Eine Komödie kann genauso relevant sein wie ein subtiler Arthouse-Film. Künstlerinnen wie Sandra Hüller verkörpern einen Tanz zwischen diesen Welten und erinnern daran, dass Filmemacherinnen und Filmemacher sich nicht nach Genres und Tonalitäten spalten lassen sollten. Stattdessen sollten wir zusammenhalten und uns unterstützen, damit der deutsche Film vielfältig und stark bleibt.

Wie haben Sie Hüller kennengelernt?
Tatsächlich hat Sandra Hüller in einem Kurzfilm an der Filmhochschule mitgespielt, bei dem ich für das Drehbuch verantwortlich war. Das ist fast 20 Jahre her. Ich freue mich, dass sie das unbeschadet überstanden hat und heute so erfolgreich ist! Nein, im Ernst: Es war ein sehr lustiger Kurzfilm damals, und seitdem freue ich mich immer, wenn ich ihre Arbeiten sehe. Ich versuche, ihr zu jedem Preis zu gratulieren, aber langsam muss ich öfter googeln, um keinen zu verpassen.

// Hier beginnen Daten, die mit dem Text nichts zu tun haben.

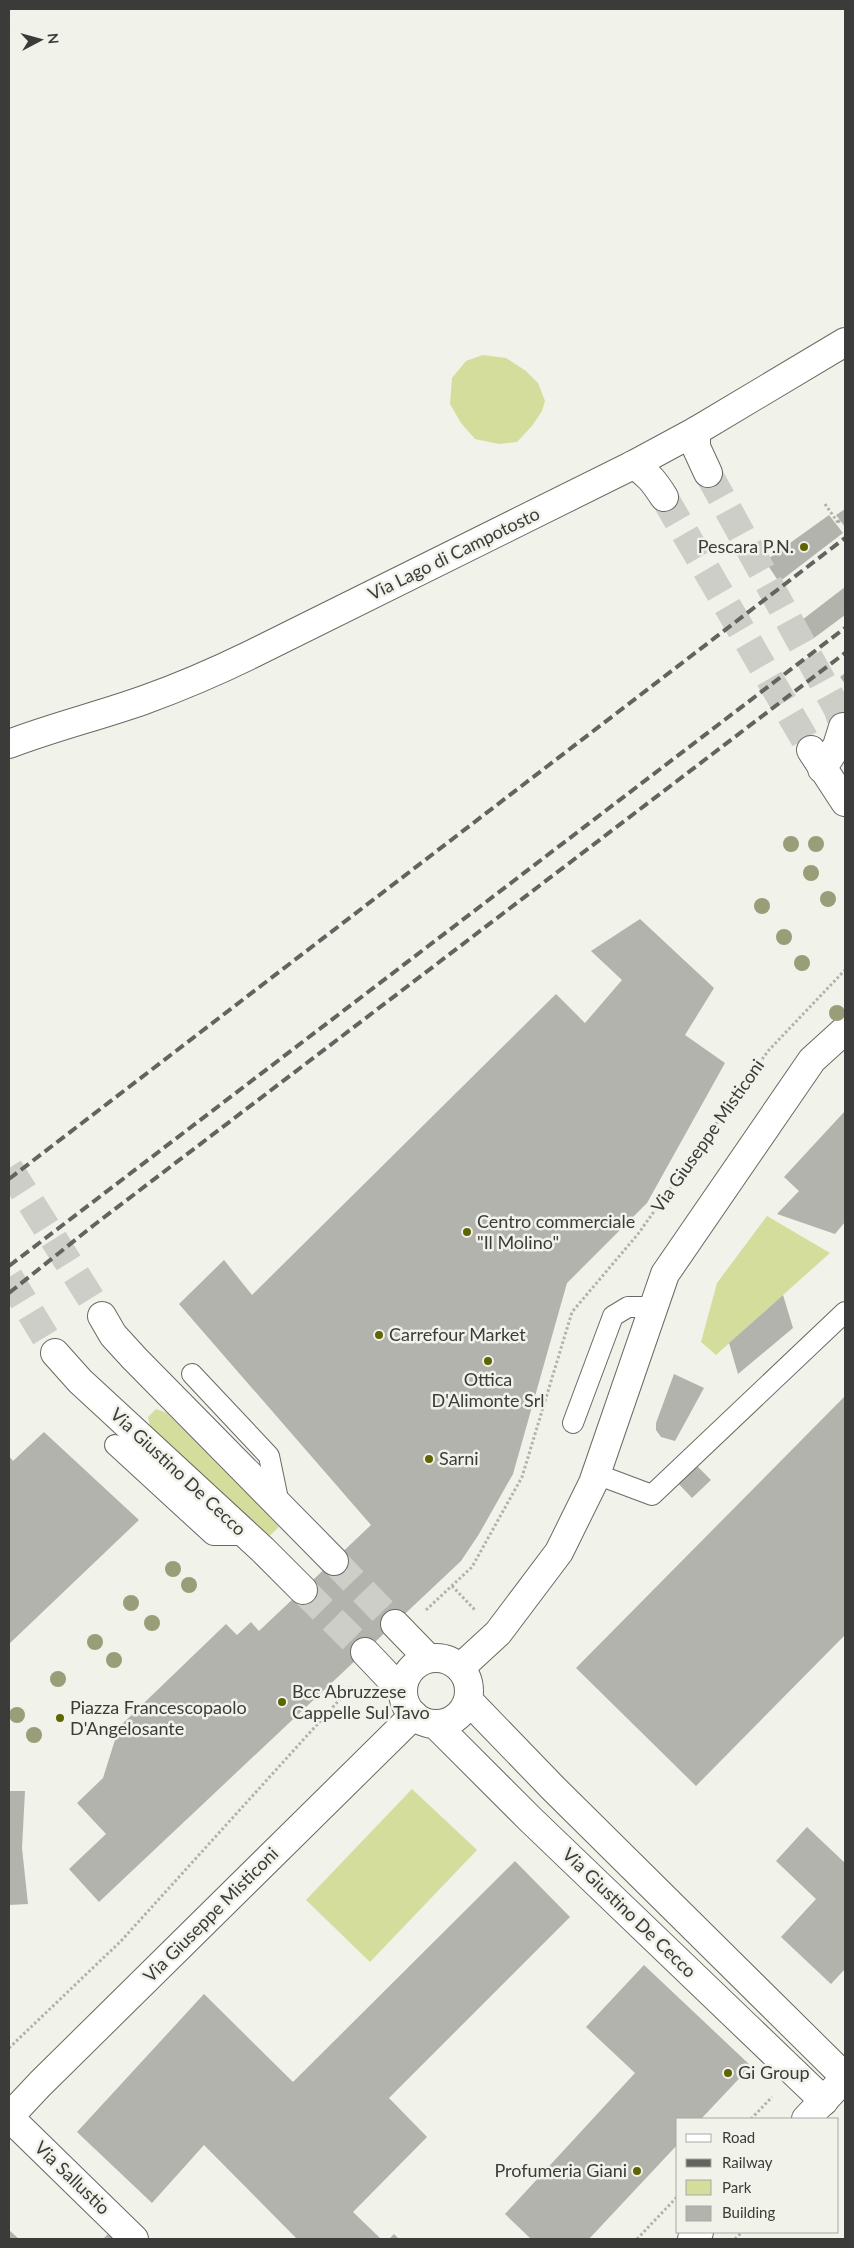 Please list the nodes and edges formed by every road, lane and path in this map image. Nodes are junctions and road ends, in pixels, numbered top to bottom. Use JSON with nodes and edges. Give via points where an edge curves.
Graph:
{"nodes":[{"id":1,"x":845,"y":342,"type":"edge"},
{"id":2,"x":696,"y":431,"type":"junction"},
{"id":3,"x":633,"y":465,"type":"junction"},
{"id":4,"x":708,"y":473,"type":"tunnel mouth"},
{"id":5,"x":664,"y":497,"type":"tunnel mouth"},
{"id":6,"x":825,"y":504,"type":"dead end"},
{"id":7,"x":842,"y":521,"type":"edge"},
{"id":8,"x":844,"y":727,"type":"dead end"},
{"id":9,"x":47,"y":730,"type":"junction"},
{"id":10,"x":9,"y":734,"type":"edge"},
{"id":11,"x":9,"y":744,"type":"edge"},
{"id":12,"x":845,"y":802,"type":"edge"},
{"id":13,"x":845,"y":970,"type":"edge"},
{"id":14,"x":845,"y":1030,"type":"edge"},
{"id":15,"x":654,"y":1307,"type":"junction"},
{"id":16,"x":845,"y":1312,"type":"edge"},
{"id":17,"x":102,"y":1316,"type":"tunnel mouth"},
{"id":18,"x":55,"y":1353,"type":"tunnel mouth"},
{"id":19,"x":192,"y":1374,"type":"dead end"},
{"id":20,"x":573,"y":1423,"type":"dead end"},
{"id":21,"x":115,"y":1445,"type":"dead end"},
{"id":22,"x":596,"y":1474,"type":"junction"},
{"id":23,"x":279,"y":1504,"type":"junction"},
{"id":24,"x":246,"y":1536,"type":"junction"},
{"id":25,"x":334,"y":1561,"type":"tunnel mouth"},
{"id":26,"x":452,"y":1586,"type":"junction"},
{"id":27,"x":303,"y":1590,"type":"tunnel mouth"},
{"id":28,"x":437,"y":1599,"type":"dead end"},
{"id":29,"x":476,"y":1612,"type":"dead end"},
{"id":30,"x":395,"y":1624,"type":"tunnel mouth"},
{"id":31,"x":369,"y":1657,"type":"joint"},
{"id":32,"x":428,"y":1658,"type":"junction"},
{"id":33,"x":460,"y":1668,"type":"junction"},
{"id":34,"x":468,"y":1700,"type":"junction"},
{"id":35,"x":418,"y":1710,"type":"junction"},
{"id":36,"x":9,"y":2048,"type":"edge"},
{"id":37,"x":845,"y":2077,"type":"edge"},
{"id":38,"x":815,"y":2110,"type":"edge"},
{"id":39,"x":9,"y":2117,"type":"edge"},
{"id":40,"x":676,"y":2198,"type":"edge"},
{"id":41,"x":134,"y":2239,"type":"edge"},
{"id":42,"x":636,"y":2239,"type":"edge"}],
"edges":[{"from":1,"to":2,"type":"street","name":"Via Lago di Campotosto"},
{"from":2,"to":3,"type":"street","name":"Via Lago di Campotosto"},
{"from":2,"to":4,"type":"street","via":[[696,447]]},
{"from":3,"to":5,"type":"street","via":[[652,479]]},
{"from":3,"to":9,"type":"street","name":"Via Lago di Campotosto","via":[[196,680],[142,701]]},
{"from":6,"to":7,"type":"path"},
{"from":8,"to":12,"type":"street","via":[[837,746],[817,760]]},
{"from":9,"to":10,"type":"street","name":"Via Lago di Campotosto"},
{"from":9,"to":11,"type":"street","name":"Via Lago di Campotosto"},
{"from":13,"to":26,"type":"path","name":"Via Giuseppe Misticoni","via":[[768,1051],[638,1234],[572,1312],[522,1477],[472,1567]]},
{"from":14,"to":15,"type":"street","via":[[812,1060],[665,1274]]},
{"from":15,"to":20,"type":"lane","via":[[628,1307],[614,1316]]},
{"from":15,"to":22,"type":"street"},
{"from":16,"to":22,"type":"lane","via":[[652,1495]]},
{"from":17,"to":23,"type":"street","via":[[113,1335],[135,1359]]},
{"from":18,"to":24,"type":"street","name":"Via Giustino De Cecco","via":[[80,1381]]},
{"from":19,"to":23,"type":"lane","via":[[270,1456]]},
{"from":21,"to":24,"type":"lane","via":[[214,1535]]},
{"from":22,"to":33,"type":"street","via":[[559,1552],[498,1633]]},
{"from":23,"to":25,"type":"street"},
{"from":24,"to":27,"type":"street","name":"Via Giustino De Cecco"},
{"from":26,"to":28,"type":"path","name":"Via Giuseppe Misticoni"},
{"from":26,"to":29,"type":"path"},
{"from":30,"to":32,"type":"street"},
{"from":31,"to":35,"type":"street","name":"Via Giustino De Cecco"},
{"from":31,"to":36,"type":"path","via":[[121,1941]]},
{"from":32,"to":33,"type":"street","via":[[448,1660]]},
{"from":32,"to":35,"type":"street","via":[[410,1670],[405,1680]]},
{"from":33,"to":34,"type":"street","via":[[468,1680]]},
{"from":34,"to":35,"type":"street","via":[[459,1715],[444,1723]]},
{"from":34,"to":37,"type":"street","name":"Via Giustino De Cecco","via":[[552,1788]]},
{"from":35,"to":38,"type":"street","name":"Via Giustino De Cecco","via":[[530,1819]]},
{"from":35,"to":39,"type":"street","name":"Via Giuseppe Misticoni"},
{"from":37,"to":38,"type":"street"},
{"from":39,"to":41,"type":"street","name":"Via Sallustio"},
{"from":40,"to":42,"type":"path"}]}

Haben Sie einen Lieblingsfilm?
Einzigartig finde ich „Requiem“. Weil er diese erschütternde Geschichte nach Deutschland zurückbringt, nachdem sie bereits internationale Filme inspiriert hat.

In der Filmreihe „Fack ju Göhte“ haben einige große deutsche Schauspielerinnen und Schauspieler eine besondere komödiantische Seite ihres Könnens gezeigt. Auch Hüller war dabei.
Ja, es war ein großes Geschenk, dass sie mitgemacht hat. Danke, Sandra! Und sie war eine sehr coole Lehrerin, oder? Deutsch, Sport, glaube ich. Aber ich bin sicher, sie hätte jedes Fach spielen können!

Coole Lehrerin, oder? Hüller mit Elyas M’Barek und Jella Haase in „Fack ju Göhte 3“
© Reiner Bajo/Constantin Film Verleih GmbH

Gab es besondere Momente in der Zusammenarbeit?
Sandra hatte besonders viele verrückte Momente beim Drehen mit Jella Haase. Es hat wahnsinnig Spaß gemacht, den beiden zuzusehen. Das sind zwei einzigartige Künstlerinnen, die das ganze Set mit ihrem Können verzaubern. Das kommerzielle Kino braucht dringend mehr witzige und originelle Frauenrollen.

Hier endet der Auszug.